[Stored data]

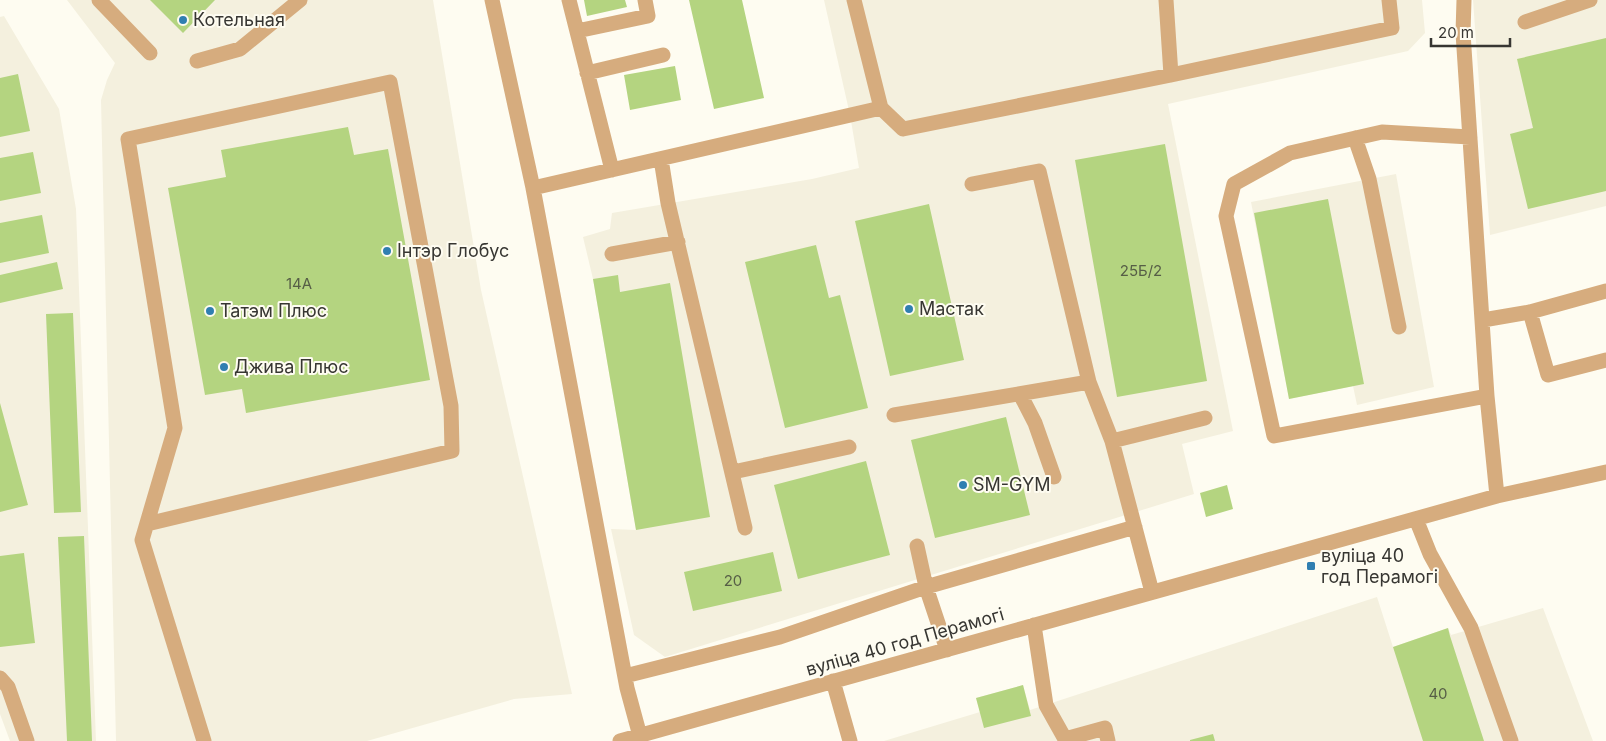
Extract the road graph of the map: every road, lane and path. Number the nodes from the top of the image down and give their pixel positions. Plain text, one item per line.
1 (99, 0) edge
2 (300, 0) edge
3 (492, 0) edge
4 (569, 0) edge
5 (644, 0) edge
6 (854, 0) edge
7 (1166, 0) edge
8 (1389, 0) edge
9 (1464, 0) edge
10 (1590, 0) edge
11 (1525, 22) dead end
12 (577, 31) junction
13 (150, 54) dead end
14 (663, 55) dead end
15 (197, 61) dead end
16 (587, 72) junction
17 (1171, 75) junction
18 (881, 108) junction
19 (1470, 137) junction
20 (1355, 138) junction
21 (661, 159) junction
22 (612, 170) junction
23 (972, 184) dead end
24 (533, 188) junction
25 (678, 242) junction
26 (612, 254) dead end
27 (1606, 291) edge
28 (1530, 312) junction
29 (1483, 320) junction
30 (1399, 327) dead end
31 (1606, 360) edge
32 (1088, 382) junction
33 (1020, 394) junction
34 (1488, 396) junction
35 (894, 415) dead end
36 (1206, 418) dead end
37 (1112, 441) junction
38 (849, 447) dead end
39 (732, 472) junction
40 (1606, 472) edge
41 (1054, 477) dead end
42 (1497, 496) junction
43 (1416, 519) junction
44 (146, 524) junction
45 (1135, 527) junction
46 (746, 528) dead end
47 (917, 546) dead end
48 (926, 587) junction
49 (1152, 592) junction
50 (1034, 626) junction
51 (947, 650) junction
52 (625, 676) junction
53 (0, 678) edge
54 (833, 682) junction
55 (669, 734) edge
56 (640, 736) junction
57 (1062, 740) edge
58 (27, 741) edge
59 (204, 741) edge
60 (620, 741) edge
61 (850, 741) edge
62 (1108, 741) edge
63 (1511, 741) edge

1 - 13 street
2 - 15 street
3 - 24 street
4 - 12 street
5 - 12 street
6 - 18 street
7 - 17 street
8 - 17 street
9 - 19 street
10 - 11 street
12 - 16 street
14 - 16 street
16 - 22 street
17 - 18 street
18 - 21 street
19 - 20 street
19 - 29 street
20 - 30 street
20 - 34 street
21 - 22 street
21 - 25 street
22 - 24 street
23 - 32 street
24 - 52 street
25 - 26 street
25 - 39 street
27 - 28 street
28 - 29 street
28 - 31 street
29 - 34 street
32 - 33 street
32 - 37 street
33 - 35 street
33 - 41 street
34 - 42 street
36 - 37 street
37 - 45 street
38 - 39 street
39 - 46 street
40 - 42 street, вуліца 40 год Перамогі
42 - 43 street, вуліца 40 год Перамогі
43 - 49 street, вуліца 40 год Перамогі
43 - 63 street
44 - 44 street
44 - 59 street
45 - 48 street
45 - 49 street
47 - 48 street
48 - 51 street
48 - 52 street
49 - 50 street, вуліца 40 год Перамогі
50 - 51 street, вуліца 40 год Перамогі
50 - 57 street
51 - 54 street, вуліца 40 год Перамогі
52 - 56 street
53 - 58 street
54 - 55 street, вуліца 40 год Перамогі
54 - 61 street
55 - 56 street, вуліца 40 год Перамогі
56 - 60 street, вуліца 40 год Перамогі
57 - 62 street

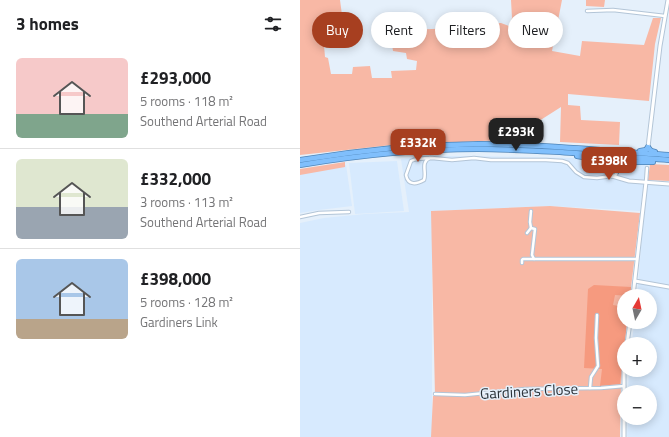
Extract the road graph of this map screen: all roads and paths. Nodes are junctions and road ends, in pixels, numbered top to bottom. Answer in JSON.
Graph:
{"nodes":[{"id":1,"x":668,"y":0,"type":"edge"},
{"id":2,"x":586,"y":11,"type":"dead end"},
{"id":3,"x":665,"y":16,"type":"junction"},
{"id":4,"x":648,"y":147,"type":"junction"},
{"id":5,"x":520,"y":150,"type":"junction"},
{"id":6,"x":597,"y":150,"type":"junction"},
{"id":7,"x":669,"y":155,"type":"edge"},
{"id":8,"x":430,"y":158,"type":"junction"},
{"id":9,"x":300,"y":160,"type":"edge"},
{"id":10,"x":669,"y":161,"type":"edge"},
{"id":11,"x":300,"y":165,"type":"edge"},
{"id":12,"x":647,"y":168,"type":"dead end"},
{"id":13,"x":607,"y":170,"type":"junction"},
{"id":14,"x":617,"y":171,"type":"junction"},
{"id":15,"x":612,"y":176,"type":"junction"},
{"id":16,"x":597,"y":178,"type":"junction"},
{"id":17,"x":624,"y":179,"type":"junction"},
{"id":18,"x":646,"y":182,"type":"junction"},
{"id":19,"x":669,"y":184,"type":"edge"},
{"id":20,"x":531,"y":211,"type":"dead end"},
{"id":21,"x":350,"y":212,"type":"dead end"},
{"id":22,"x":300,"y":217,"type":"edge"},
{"id":23,"x":531,"y":228,"type":"junction"},
{"id":24,"x":527,"y":233,"type":"dead end"},
{"id":25,"x":534,"y":259,"type":"junction"},
{"id":26,"x":637,"y":259,"type":"junction"},
{"id":27,"x":522,"y":263,"type":"dead end"},
{"id":28,"x":635,"y":281,"type":"junction"},
{"id":29,"x":669,"y":287,"type":"edge"},
{"id":30,"x":634,"y":289,"type":"edge"},
{"id":31,"x":597,"y":315,"type":"dead end"},
{"id":32,"x":617,"y":386,"type":"edge"},
{"id":33,"x":590,"y":388,"type":"junction"},
{"id":34,"x":435,"y":394,"type":"dead end"},
{"id":35,"x":624,"y":425,"type":"edge"},
{"id":36,"x":624,"y":437,"type":"edge"}],
"edges":[{"from":1,"to":3,"type":"street"},
{"from":2,"to":3,"type":"street"},
{"from":3,"to":4,"type":"street"},
{"from":4,"to":6,"type":"highway"},
{"from":4,"to":7,"type":"highway"},
{"from":5,"to":10,"type":"highway"},
{"from":5,"to":11,"type":"highway"},
{"from":5,"to":13,"type":"highway"},
{"from":6,"to":7,"type":"highway"},
{"from":6,"to":9,"type":"highway"},
{"from":8,"to":8,"type":"street"},
{"from":8,"to":16,"type":"street"},
{"from":10,"to":14,"type":"highway"},
{"from":12,"to":18,"type":"street"},
{"from":13,"to":14,"type":"street"},
{"from":13,"to":15,"type":"street"},
{"from":13,"to":16,"type":"street"},
{"from":14,"to":15,"type":"street"},
{"from":14,"to":17,"type":"street"},
{"from":15,"to":16,"type":"street"},
{"from":15,"to":17,"type":"street"},
{"from":17,"to":18,"type":"street"},
{"from":18,"to":19,"type":"street"},
{"from":18,"to":26,"type":"street"},
{"from":20,"to":23,"type":"street"},
{"from":21,"to":22,"type":"street"},
{"from":23,"to":24,"type":"street"},
{"from":23,"to":25,"type":"street"},
{"from":25,"to":26,"type":"street"},
{"from":25,"to":27,"type":"street"},
{"from":26,"to":28,"type":"street"},
{"from":28,"to":29,"type":"street"},
{"from":28,"to":30,"type":"street"},
{"from":31,"to":33,"type":"street"},
{"from":32,"to":33,"type":"street","name":"Gardiners Close"},
{"from":33,"to":34,"type":"street","name":"Gardiners Close"},
{"from":35,"to":36,"type":"street"}]}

> **Task to complete**:
Restate each line of the records exactly; pictures do not belong in the copy.

> **Response**:
Extract the road graph of the map: every road, lane and path. Number the nodes from the top of the image down and give their pixel positions. Plain text, one item per line.
1 (99, 0) edge
2 (300, 0) edge
3 (492, 0) edge
4 (569, 0) edge
5 (644, 0) edge
6 (854, 0) edge
7 (1166, 0) edge
8 (1389, 0) edge
9 (1464, 0) edge
10 (1590, 0) edge
11 (1525, 22) dead end
12 (577, 31) junction
13 (150, 54) dead end
14 (663, 55) dead end
15 (197, 61) dead end
16 (587, 72) junction
17 (1171, 75) junction
18 (881, 108) junction
19 (1470, 137) junction
20 (1355, 138) junction
21 (661, 159) junction
22 (612, 170) junction
23 (972, 184) dead end
24 (533, 188) junction
25 (678, 242) junction
26 (612, 254) dead end
27 (1606, 291) edge
28 (1530, 312) junction
29 (1483, 320) junction
30 (1399, 327) dead end
31 (1606, 360) edge
32 (1088, 382) junction
33 (1020, 394) junction
34 (1488, 396) junction
35 (894, 415) dead end
36 (1206, 418) dead end
37 (1112, 441) junction
38 (849, 447) dead end
39 (732, 472) junction
40 (1606, 472) edge
41 (1054, 477) dead end
42 (1497, 496) junction
43 (1416, 519) junction
44 (146, 524) junction
45 (1135, 527) junction
46 (746, 528) dead end
47 (917, 546) dead end
48 (926, 587) junction
49 (1152, 592) junction
50 (1034, 626) junction
51 (947, 650) junction
52 (625, 676) junction
53 (0, 678) edge
54 (833, 682) junction
55 (669, 734) edge
56 (640, 736) junction
57 (1062, 740) edge
58 (27, 741) edge
59 (204, 741) edge
60 (620, 741) edge
61 (850, 741) edge
62 (1108, 741) edge
63 (1511, 741) edge

1 - 13 street
2 - 15 street
3 - 24 street
4 - 12 street
5 - 12 street
6 - 18 street
7 - 17 street
8 - 17 street
9 - 19 street
10 - 11 street
12 - 16 street
14 - 16 street
16 - 22 street
17 - 18 street
18 - 21 street
19 - 20 street
19 - 29 street
20 - 30 street
20 - 34 street
21 - 22 street
21 - 25 street
22 - 24 street
23 - 32 street
24 - 52 street
25 - 26 street
25 - 39 street
27 - 28 street
28 - 29 street
28 - 31 street
29 - 34 street
32 - 33 street
32 - 37 street
33 - 35 street
33 - 41 street
34 - 42 street
36 - 37 street
37 - 45 street
38 - 39 street
39 - 46 street
40 - 42 street, вуліца 40 год Перамогі
42 - 43 street, вуліца 40 год Перамогі
43 - 49 street, вуліца 40 год Перамогі
43 - 63 street
44 - 44 street
44 - 59 street
45 - 48 street
45 - 49 street
47 - 48 street
48 - 51 street
48 - 52 street
49 - 50 street, вуліца 40 год Перамогі
50 - 51 street, вуліца 40 год Перамогі
50 - 57 street
51 - 54 street, вуліца 40 год Перамогі
52 - 56 street
53 - 58 street
54 - 55 street, вуліца 40 год Перамогі
54 - 61 street
55 - 56 street, вуліца 40 год Перамогі
56 - 60 street, вуліца 40 год Перамогі
57 - 62 street

Extract the road graph of this map screen: all roads and paths. Nodes are junctions and road ends, in pixels, numbered top to bottom. Answer in JSON.
Graph:
{"nodes":[{"id":1,"x":668,"y":0,"type":"edge"},
{"id":2,"x":586,"y":11,"type":"dead end"},
{"id":3,"x":665,"y":16,"type":"junction"},
{"id":4,"x":648,"y":147,"type":"junction"},
{"id":5,"x":520,"y":150,"type":"junction"},
{"id":6,"x":597,"y":150,"type":"junction"},
{"id":7,"x":669,"y":155,"type":"edge"},
{"id":8,"x":430,"y":158,"type":"junction"},
{"id":9,"x":300,"y":160,"type":"edge"},
{"id":10,"x":669,"y":161,"type":"edge"},
{"id":11,"x":300,"y":165,"type":"edge"},
{"id":12,"x":647,"y":168,"type":"dead end"},
{"id":13,"x":607,"y":170,"type":"junction"},
{"id":14,"x":617,"y":171,"type":"junction"},
{"id":15,"x":612,"y":176,"type":"junction"},
{"id":16,"x":597,"y":178,"type":"junction"},
{"id":17,"x":624,"y":179,"type":"junction"},
{"id":18,"x":646,"y":182,"type":"junction"},
{"id":19,"x":669,"y":184,"type":"edge"},
{"id":20,"x":531,"y":211,"type":"dead end"},
{"id":21,"x":350,"y":212,"type":"dead end"},
{"id":22,"x":300,"y":217,"type":"edge"},
{"id":23,"x":531,"y":228,"type":"junction"},
{"id":24,"x":527,"y":233,"type":"dead end"},
{"id":25,"x":534,"y":259,"type":"junction"},
{"id":26,"x":637,"y":259,"type":"junction"},
{"id":27,"x":522,"y":263,"type":"dead end"},
{"id":28,"x":635,"y":281,"type":"junction"},
{"id":29,"x":669,"y":287,"type":"edge"},
{"id":30,"x":634,"y":289,"type":"edge"},
{"id":31,"x":597,"y":315,"type":"dead end"},
{"id":32,"x":617,"y":386,"type":"edge"},
{"id":33,"x":590,"y":388,"type":"junction"},
{"id":34,"x":435,"y":394,"type":"dead end"},
{"id":35,"x":624,"y":425,"type":"edge"},
{"id":36,"x":624,"y":437,"type":"edge"}],
"edges":[{"from":1,"to":3,"type":"street"},
{"from":2,"to":3,"type":"street"},
{"from":3,"to":4,"type":"street"},
{"from":4,"to":6,"type":"highway"},
{"from":4,"to":7,"type":"highway"},
{"from":5,"to":10,"type":"highway"},
{"from":5,"to":11,"type":"highway"},
{"from":5,"to":13,"type":"highway"},
{"from":6,"to":7,"type":"highway"},
{"from":6,"to":9,"type":"highway"},
{"from":8,"to":8,"type":"street"},
{"from":8,"to":16,"type":"street"},
{"from":10,"to":14,"type":"highway"},
{"from":12,"to":18,"type":"street"},
{"from":13,"to":14,"type":"street"},
{"from":13,"to":15,"type":"street"},
{"from":13,"to":16,"type":"street"},
{"from":14,"to":15,"type":"street"},
{"from":14,"to":17,"type":"street"},
{"from":15,"to":16,"type":"street"},
{"from":15,"to":17,"type":"street"},
{"from":17,"to":18,"type":"street"},
{"from":18,"to":19,"type":"street"},
{"from":18,"to":26,"type":"street"},
{"from":20,"to":23,"type":"street"},
{"from":21,"to":22,"type":"street"},
{"from":23,"to":24,"type":"street"},
{"from":23,"to":25,"type":"street"},
{"from":25,"to":26,"type":"street"},
{"from":25,"to":27,"type":"street"},
{"from":26,"to":28,"type":"street"},
{"from":28,"to":29,"type":"street"},
{"from":28,"to":30,"type":"street"},
{"from":31,"to":33,"type":"street"},
{"from":32,"to":33,"type":"street","name":"Gardiners Close"},
{"from":33,"to":34,"type":"street","name":"Gardiners Close"},
{"from":35,"to":36,"type":"street"}]}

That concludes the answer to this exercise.